In case you’ve been living under an IT news rock, thousands of the world’s largest enterprises and government agencies may have been compromised by cyberattackers in a supply chain attack involving SolarWinds Orion network monitoring software. By planting malware in a SolarWinds software update sometime between March and June 2020, perpetrators were able to infiltrate the networks and systems of high-profile organizations. Let’s take stock of the current situation and see what cybersecurity lessons we can draw from the debacle.
Before we go any further, we’d like to reassure everyone that Netsparker does not use SolarWinds and is not in any way affected by the incident. The update process for our own products is also secured according to industry best practices to ensure that software updates provided to our customers have not been tampered with.
The Story So Far
The first indication that 2020 was not going to end quietly for cybersecurity came last week when security company FireEye disclosed that highly advanced cyberattackers, most likely state-backed, had stolen penetration testing tools it uses for its red teaming services. At the time, the attack vector was unknown (or undisclosed).
On December 13th, the Cybersecurity and Infrastructure Security Agency (CISA) issued an emergency directive advising that SolarWinds Orion network monitoring products had been compromised and were being actively exploited by malicious actors. The same day, FireEye published a detailed technical analysis of the backdoor involved.
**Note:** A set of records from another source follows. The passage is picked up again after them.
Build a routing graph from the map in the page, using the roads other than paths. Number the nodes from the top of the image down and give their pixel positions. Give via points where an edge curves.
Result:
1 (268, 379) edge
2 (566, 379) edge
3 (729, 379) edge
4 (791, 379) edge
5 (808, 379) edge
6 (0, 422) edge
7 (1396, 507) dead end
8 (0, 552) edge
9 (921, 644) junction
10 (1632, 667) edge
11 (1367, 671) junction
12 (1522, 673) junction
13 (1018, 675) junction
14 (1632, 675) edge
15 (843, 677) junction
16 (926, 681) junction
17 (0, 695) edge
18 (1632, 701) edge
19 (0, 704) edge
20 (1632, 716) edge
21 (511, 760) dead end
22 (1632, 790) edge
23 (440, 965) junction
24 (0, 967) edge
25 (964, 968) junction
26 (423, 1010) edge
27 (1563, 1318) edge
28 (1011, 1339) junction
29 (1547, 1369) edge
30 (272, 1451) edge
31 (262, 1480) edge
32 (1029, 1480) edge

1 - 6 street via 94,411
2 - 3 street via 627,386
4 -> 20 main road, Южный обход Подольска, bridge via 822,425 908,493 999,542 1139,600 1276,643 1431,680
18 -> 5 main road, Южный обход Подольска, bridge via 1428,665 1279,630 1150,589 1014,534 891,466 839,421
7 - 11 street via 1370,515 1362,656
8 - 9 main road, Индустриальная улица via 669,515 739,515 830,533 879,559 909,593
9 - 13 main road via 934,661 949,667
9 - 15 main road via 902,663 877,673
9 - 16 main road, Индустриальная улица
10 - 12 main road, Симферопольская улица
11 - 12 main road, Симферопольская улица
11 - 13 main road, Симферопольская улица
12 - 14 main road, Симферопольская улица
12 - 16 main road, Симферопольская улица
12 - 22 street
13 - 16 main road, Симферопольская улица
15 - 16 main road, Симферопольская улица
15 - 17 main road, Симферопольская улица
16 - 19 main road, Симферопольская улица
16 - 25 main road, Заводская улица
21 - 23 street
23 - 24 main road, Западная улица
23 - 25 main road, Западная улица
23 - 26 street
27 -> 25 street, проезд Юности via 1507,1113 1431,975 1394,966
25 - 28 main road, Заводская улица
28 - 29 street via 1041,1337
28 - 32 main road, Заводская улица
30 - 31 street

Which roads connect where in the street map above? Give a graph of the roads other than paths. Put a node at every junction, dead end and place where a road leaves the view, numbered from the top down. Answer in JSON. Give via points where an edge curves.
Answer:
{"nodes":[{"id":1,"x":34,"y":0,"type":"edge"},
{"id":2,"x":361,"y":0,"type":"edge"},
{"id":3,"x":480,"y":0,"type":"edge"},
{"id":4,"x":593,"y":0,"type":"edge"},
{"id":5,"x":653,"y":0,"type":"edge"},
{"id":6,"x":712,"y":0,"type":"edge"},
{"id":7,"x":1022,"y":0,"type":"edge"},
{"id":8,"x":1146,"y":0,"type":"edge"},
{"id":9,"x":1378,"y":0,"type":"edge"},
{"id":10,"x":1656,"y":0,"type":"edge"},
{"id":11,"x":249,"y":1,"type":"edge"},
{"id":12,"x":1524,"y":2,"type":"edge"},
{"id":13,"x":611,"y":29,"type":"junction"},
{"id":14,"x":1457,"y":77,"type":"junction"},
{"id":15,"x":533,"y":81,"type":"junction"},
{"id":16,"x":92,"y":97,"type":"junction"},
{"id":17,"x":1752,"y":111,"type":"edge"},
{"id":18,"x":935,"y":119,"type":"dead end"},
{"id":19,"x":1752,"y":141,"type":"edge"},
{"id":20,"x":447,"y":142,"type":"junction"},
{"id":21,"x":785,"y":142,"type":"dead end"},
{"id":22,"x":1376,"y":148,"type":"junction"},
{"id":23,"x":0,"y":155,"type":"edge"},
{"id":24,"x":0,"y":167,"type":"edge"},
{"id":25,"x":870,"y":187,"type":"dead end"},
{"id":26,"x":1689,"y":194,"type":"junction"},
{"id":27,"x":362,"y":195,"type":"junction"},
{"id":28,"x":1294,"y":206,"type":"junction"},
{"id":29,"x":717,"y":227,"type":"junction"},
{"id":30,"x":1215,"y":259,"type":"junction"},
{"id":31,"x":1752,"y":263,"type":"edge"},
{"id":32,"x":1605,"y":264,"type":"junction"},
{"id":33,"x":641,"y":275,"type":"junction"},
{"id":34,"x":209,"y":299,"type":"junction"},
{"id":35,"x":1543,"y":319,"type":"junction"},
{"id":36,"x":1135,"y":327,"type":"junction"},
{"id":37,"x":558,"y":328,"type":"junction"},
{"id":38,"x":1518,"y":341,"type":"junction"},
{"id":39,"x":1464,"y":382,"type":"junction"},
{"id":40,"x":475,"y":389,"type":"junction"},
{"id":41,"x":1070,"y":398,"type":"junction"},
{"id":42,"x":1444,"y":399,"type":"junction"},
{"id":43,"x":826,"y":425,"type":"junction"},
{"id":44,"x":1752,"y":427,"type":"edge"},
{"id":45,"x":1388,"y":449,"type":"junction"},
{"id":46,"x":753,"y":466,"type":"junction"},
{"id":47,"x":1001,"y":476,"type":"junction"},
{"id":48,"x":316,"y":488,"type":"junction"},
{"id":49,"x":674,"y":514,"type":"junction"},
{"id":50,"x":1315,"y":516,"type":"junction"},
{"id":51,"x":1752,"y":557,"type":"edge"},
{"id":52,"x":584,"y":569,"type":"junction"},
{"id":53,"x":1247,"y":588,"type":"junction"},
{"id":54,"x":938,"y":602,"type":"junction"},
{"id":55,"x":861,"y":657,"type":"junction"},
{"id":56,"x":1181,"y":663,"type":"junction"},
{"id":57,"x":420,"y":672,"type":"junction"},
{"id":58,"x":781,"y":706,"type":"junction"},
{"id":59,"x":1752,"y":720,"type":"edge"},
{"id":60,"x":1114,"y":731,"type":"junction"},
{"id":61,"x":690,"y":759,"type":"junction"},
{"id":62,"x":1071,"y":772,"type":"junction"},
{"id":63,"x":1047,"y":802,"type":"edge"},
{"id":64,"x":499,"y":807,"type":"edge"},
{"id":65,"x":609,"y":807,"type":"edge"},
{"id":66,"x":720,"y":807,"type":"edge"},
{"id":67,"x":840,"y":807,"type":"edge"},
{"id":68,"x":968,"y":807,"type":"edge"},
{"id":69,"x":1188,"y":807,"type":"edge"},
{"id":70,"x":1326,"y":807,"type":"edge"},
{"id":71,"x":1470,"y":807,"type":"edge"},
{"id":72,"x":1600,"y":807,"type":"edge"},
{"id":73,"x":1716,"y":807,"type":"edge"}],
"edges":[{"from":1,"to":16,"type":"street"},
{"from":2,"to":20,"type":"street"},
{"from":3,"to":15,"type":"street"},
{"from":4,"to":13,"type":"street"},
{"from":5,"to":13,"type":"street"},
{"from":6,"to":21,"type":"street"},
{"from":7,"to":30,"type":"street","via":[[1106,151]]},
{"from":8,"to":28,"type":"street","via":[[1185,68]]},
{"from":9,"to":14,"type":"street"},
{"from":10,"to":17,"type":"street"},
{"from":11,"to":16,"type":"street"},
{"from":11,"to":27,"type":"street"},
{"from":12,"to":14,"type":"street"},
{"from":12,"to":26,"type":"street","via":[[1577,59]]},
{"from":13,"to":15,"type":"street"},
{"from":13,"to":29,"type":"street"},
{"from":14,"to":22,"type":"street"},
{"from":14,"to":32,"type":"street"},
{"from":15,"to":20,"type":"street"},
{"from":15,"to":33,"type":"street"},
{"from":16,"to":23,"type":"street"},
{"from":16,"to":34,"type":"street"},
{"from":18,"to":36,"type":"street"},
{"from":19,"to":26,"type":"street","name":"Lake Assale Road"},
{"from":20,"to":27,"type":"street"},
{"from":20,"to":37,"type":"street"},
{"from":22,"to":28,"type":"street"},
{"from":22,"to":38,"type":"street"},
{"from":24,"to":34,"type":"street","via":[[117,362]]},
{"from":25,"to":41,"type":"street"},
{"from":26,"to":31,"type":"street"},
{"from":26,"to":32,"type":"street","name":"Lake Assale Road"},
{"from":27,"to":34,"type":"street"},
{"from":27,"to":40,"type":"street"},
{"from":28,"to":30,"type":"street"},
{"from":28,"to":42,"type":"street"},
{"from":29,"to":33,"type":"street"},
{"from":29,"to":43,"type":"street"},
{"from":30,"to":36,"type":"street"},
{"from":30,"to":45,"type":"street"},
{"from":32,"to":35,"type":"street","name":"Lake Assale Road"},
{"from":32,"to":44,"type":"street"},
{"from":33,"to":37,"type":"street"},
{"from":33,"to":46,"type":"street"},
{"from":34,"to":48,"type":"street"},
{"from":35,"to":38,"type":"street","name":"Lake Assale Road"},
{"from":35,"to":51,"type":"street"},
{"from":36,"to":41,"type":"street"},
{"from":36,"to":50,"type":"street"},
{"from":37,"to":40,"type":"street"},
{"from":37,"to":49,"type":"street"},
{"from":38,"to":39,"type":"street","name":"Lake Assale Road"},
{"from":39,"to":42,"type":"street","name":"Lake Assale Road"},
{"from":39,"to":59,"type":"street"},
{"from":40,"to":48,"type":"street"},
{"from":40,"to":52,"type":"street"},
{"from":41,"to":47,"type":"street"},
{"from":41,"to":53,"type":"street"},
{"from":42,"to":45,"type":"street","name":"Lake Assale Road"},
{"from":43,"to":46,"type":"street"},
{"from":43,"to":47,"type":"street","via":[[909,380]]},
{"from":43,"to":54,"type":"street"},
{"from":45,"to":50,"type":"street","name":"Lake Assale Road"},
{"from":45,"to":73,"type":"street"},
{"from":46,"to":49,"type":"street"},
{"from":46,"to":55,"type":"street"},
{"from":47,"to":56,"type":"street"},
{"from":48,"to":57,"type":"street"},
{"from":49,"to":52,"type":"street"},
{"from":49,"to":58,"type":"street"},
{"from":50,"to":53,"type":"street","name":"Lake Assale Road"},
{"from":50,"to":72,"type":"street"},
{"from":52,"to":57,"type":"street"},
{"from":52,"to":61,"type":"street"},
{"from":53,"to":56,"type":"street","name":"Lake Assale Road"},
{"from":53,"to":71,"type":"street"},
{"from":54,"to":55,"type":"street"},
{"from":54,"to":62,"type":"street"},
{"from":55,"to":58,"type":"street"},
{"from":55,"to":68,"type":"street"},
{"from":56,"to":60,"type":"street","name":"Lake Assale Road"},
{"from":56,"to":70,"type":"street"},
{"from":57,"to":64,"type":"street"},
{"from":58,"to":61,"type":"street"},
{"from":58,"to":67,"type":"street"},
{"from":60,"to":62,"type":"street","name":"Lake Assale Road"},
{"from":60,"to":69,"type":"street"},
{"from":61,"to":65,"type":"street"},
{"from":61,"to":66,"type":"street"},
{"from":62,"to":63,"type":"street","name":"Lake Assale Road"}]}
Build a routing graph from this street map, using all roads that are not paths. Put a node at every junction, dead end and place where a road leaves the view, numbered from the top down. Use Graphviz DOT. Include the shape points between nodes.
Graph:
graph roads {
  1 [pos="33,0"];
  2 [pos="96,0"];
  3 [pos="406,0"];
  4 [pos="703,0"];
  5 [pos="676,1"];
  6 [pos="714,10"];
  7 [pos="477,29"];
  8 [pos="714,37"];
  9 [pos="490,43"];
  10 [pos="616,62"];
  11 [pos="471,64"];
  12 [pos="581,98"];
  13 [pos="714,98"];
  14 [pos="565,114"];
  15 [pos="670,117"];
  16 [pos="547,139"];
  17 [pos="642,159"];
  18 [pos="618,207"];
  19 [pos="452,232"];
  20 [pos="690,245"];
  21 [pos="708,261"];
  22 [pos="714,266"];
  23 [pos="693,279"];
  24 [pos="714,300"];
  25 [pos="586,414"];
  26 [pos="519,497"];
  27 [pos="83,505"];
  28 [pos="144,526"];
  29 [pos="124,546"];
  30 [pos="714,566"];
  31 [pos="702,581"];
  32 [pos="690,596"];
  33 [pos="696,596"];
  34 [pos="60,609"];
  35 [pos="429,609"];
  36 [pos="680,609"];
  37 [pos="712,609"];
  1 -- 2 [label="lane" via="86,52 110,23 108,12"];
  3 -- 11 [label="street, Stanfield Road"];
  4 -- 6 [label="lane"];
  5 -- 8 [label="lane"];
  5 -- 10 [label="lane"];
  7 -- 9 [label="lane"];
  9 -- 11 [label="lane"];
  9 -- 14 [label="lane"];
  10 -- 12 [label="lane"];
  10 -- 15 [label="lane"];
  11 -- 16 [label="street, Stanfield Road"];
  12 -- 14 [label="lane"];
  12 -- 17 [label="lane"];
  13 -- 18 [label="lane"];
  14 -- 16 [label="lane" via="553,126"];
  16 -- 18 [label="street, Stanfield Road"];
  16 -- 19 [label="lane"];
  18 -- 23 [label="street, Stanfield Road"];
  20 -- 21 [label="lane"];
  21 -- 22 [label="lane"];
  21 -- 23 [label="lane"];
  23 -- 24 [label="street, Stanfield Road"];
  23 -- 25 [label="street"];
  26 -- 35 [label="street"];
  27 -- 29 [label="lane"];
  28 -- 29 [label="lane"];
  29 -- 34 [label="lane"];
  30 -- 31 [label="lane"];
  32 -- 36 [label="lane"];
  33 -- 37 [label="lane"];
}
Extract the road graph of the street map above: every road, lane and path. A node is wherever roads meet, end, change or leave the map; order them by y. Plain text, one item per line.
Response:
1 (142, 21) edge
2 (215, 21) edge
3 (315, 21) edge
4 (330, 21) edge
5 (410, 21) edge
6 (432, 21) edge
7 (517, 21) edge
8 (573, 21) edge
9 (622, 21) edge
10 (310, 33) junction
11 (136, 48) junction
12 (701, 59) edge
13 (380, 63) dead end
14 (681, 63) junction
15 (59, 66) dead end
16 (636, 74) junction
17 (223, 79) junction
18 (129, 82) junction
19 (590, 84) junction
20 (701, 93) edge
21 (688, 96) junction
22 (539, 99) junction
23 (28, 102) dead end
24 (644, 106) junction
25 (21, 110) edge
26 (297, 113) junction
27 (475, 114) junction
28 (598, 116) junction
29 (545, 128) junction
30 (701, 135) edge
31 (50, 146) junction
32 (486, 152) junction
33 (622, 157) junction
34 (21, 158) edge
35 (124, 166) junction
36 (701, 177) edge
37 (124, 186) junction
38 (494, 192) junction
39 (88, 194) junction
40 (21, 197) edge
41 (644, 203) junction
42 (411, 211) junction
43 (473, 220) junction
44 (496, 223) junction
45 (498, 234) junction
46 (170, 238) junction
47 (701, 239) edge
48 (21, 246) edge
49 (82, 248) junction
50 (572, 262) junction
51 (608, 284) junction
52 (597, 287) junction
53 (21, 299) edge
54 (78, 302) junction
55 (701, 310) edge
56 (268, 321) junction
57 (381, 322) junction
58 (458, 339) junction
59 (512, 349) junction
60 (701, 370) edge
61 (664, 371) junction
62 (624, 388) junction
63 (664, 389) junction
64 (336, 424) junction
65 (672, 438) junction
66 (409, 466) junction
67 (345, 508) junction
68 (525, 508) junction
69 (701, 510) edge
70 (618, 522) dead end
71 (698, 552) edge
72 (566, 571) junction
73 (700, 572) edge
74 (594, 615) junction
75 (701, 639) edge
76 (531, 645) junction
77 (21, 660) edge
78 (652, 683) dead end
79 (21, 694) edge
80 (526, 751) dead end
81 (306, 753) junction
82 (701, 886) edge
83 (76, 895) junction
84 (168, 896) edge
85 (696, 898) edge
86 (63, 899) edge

In a securities filing on December 14th, SolarWinds estimated that some 18,000 of its 300,000 customers may have installed the compromised software. Considering that SolarWinds customers include most of the Fortune 500, all the US telcos and military branches, numerous US and UK government agencies, and even the Office of the President of the United States, this is very, very serious.
How The Attack Works
Attackers modified installation files for SolarWinds Orion updates by adding an advanced backdoor (dubbed Sunburst by FireEye) and planted the modified files on the SolarWinds update server. Once installed with the update, the malware waits 2 weeks and then stealthily contacts a command and control server, awaiting instructions. Because Orion operates at the system and network level, the malware can get extensive access to the file system and network communications while also covering its tracks to avoid detection.
The tampered updates were slipped into SolarWinds systems between March and June. No official information about the insertion vector is available, but several unofficial reports suggest multiple cases of lax security, such as exposing FTP login credentials in a public code repository, using weak passwords, and sending credentials by email. Regardless of the initial vector, the malicious update files have valid digital signatures, which suggests a much deeper infiltration of the SolarWinds infrastructure. We will update this article if more information about the root cause becomes available.
The Response and Consequences
CISA has advised all SolarWinds customers who installed one of the malicious updates to assume that their systems have been compromised and act accordingly. Beyond immediately patching Orion to a secure version and cleaning out systems, this may mean going through 6 months’ worth of system and network logs looking for signs of suspicious activity – not a fun prospect for Christmas.
Everything indicates that the attack was a massive (and massively successful) intelligence-gathering operation, so fingers are being unanimously pointed at state-sponsored actors, notably the Russian hacking group APT29 (aka Cozy Bear). Since the start of the Covid-19 pandemic, attackers may have been able to access the confidential data of many government institutions and some of the world’s biggest corporations. While this, fortunately, had no direct operational impact (just imagine ransomware getting installed on that kind of scale), it does mean that a great many secrets might no longer be secret.
While the sheer scale and audacity of the attack is breathtaking, security experts agree there is no need to panic. Because the backdoor was so stealthy, actually accessing a specific system was a relatively high-effort manual operation, so it is likely that many if not most of the compromised installations were not actively targeted.
3 Essential Lessons For Cybersecurity
Even though the story is likely to play out for many more weeks if not months, there are at least 3 crucial observations that we can make here and now:
- Supply chain attacks are on the rise: Indirect attacks via the software supply chain are becoming a major trend in cybersecurity and this incident has finally brought them into the spotlight. No matter how good your own security, vulnerable third-party products can provide attackers with a foothold.
- Attackers only need one gap: While we still don’t know for sure how the malicious updates were planted, something as trivial as a weak password could have been enough. This is the Defender’s Dilemma in operation – the attacker only needs one weak spot while the defender has to secure everything.
- Cyberattacks can remain undetected for months: Especially with data breaches, cyberattacks are often perceived as exciting hit-and-run affairs. In reality, attackers can often avoid detection for months if not years, which this global surveillance effort has clearly demonstrated.
Web Application Supply Chain Security
The SolarWinds hack did not involve exploiting web application vulnerabilities (as far as we know), but it could easily have done. After all, the attackers simply gained upload access to a file server and this could also be accomplished via, say, a vulnerable web admin panel. All aspects of cybersecurity are connected and related, so weak points can be exploited in many ways.
However, the vital takeaway for web application security is that you have to check not just your own code but also any and all third-party products, plugins, and libraries. A modern framework-based web application can contain as much as 80% external code. A quality dynamic application security testing (DAST) tool is vital to find and eliminate vulnerabilities in the entire application, not just your own code.